Often dubbed a proponent of the anti-psychiatry movement, Szasz says he is unhappy with the term anti-psychiatry. "Basically, I'm against the use of force as a way of helping people and the idea that it is okay to lock someone up because he is depressed."

A long-time opponent of laws permitting the involuntary hospitalisation of psychiatric patients, Szasz also disagrees with insanity laws which give psychiatrists the authority to testify whether someone was sane/insane when they committed a crime.

Szasz argues that psychiatry is a pseudo-science because firstly it medicalises problems of living and then goes on to use a moral/ethical framework in its analysis of what is good or bad behaviour.

"Many contemporary psychiatrists hold the view that some neurological defect, perhaps a very subtle one, will ultimately be found for all the disorders of thinking and behaviour," he writes.

According to Szasz, psychiatrists are but "soul doctors", the successors of priests, who deal with the spiritual "problems in living" that have troubled people forever.

He argues that the hardship for modern man derives not so much from a struggle for biological survival as from the stresses and strains inherent in the social intercourse of complex human personalities. He also suggests that a fundamental belief that such social intercourse should be harmonious is in itself part of the problem.

He says, "It seems to me that - at least in our scientific theories of behaviour - we have failed to accept the simple fact that human relations are inherently fraught with difficulties and that to make them even relatively harmonious requires much patience and hard work."

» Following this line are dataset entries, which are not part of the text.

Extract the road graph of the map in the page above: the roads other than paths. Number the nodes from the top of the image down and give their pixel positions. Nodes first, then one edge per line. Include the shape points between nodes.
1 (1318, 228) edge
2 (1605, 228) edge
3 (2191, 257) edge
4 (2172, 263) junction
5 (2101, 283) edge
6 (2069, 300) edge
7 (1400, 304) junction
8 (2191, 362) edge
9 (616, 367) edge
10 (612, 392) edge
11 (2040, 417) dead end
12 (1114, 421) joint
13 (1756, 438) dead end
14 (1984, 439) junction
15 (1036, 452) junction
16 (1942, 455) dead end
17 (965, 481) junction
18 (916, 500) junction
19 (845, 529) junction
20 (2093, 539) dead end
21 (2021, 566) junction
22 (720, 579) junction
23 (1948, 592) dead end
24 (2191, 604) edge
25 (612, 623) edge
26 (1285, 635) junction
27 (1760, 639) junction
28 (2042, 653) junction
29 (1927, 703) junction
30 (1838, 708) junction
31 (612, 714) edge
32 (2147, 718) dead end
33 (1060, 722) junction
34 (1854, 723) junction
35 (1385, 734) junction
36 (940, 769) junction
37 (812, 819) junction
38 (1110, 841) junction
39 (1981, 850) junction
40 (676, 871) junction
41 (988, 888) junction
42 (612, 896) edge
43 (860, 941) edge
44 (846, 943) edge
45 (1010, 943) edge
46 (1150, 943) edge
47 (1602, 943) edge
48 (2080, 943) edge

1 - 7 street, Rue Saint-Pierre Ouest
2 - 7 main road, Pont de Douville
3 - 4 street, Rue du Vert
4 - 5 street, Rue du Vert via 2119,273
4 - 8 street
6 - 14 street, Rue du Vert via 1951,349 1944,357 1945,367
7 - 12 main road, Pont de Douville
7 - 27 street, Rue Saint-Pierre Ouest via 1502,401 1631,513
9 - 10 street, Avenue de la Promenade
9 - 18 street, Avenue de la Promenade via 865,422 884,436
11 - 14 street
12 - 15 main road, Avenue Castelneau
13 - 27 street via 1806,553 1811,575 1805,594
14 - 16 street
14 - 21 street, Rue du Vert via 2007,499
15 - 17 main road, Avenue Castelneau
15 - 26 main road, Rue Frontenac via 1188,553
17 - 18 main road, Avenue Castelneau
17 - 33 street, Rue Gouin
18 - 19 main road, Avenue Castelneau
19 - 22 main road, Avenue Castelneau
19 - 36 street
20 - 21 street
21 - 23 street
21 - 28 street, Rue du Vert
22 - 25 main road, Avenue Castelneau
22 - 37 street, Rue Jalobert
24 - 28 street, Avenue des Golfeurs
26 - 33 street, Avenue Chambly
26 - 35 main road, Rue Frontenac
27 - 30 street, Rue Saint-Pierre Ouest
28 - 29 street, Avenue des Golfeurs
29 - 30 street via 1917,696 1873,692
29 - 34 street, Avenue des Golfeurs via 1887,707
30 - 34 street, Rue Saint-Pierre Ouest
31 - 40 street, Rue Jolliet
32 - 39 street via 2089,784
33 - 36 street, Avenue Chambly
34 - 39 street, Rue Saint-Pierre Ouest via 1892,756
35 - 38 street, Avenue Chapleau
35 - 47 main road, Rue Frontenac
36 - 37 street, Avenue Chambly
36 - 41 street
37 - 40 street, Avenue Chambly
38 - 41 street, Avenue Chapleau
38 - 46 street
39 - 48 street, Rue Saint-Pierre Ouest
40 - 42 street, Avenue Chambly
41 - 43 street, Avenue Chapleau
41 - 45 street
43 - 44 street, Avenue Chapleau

While teaching at the State University of New York, Szasz offered private psychotherapy to individuals with "problems of living" consistent with his belief that mental illness is a myth and that drugs do not solve emotional conflicts. He did not apply psychiatric disease labels to his patients because he believes that such diseases are fictional.

Rickard Lakeman, lecturer in the School of Nursing at DCU, says there is quite a lot of sympathy for Szasz's stance on mental illness and the pathologising of everyday problems of living.

"Many health professionals hold personal libertarian attitudes but, as professionals, they have to take a moralistic stance which is at odds with their personal viewpoint," he says.

"In practice, very few health professionals will take as extreme a stance as Prof Szasz," says Lakeman. "But he raises a lot of questions about the practise of mental health services in relation to coercion and state intervention in mental health through Mental Health Acts. These questions remain unanswered and are rarely discussed."

While many people might agree with Szasz's view that some mental health professionals are medicalising "the moral conflicts in human relations", there will be fewer who support his more controversial views on suicide, drug addiction and obesity.

"I believe in freedom," he says, "and this includes the freedom to end your own life." Szasz also argues that people have the right to take drugs and overeat because, as adults, they should understand the consequences of their behaviour.

"I believe we should treat children as children and adults as adults and that is the beginning of all wisdom," he says.

"As adults, we have the right to inform ourselves about what we do or be punished by natural law. The problem is that society has abdicated us from our personal responsibilities," he adds.

But, isn't that rather harsh? "Twenty or 30 years ago, I was called a communist and then later I was called a fascist. But, really I just believe in freedom and with freedom comes personal responsibility," he says.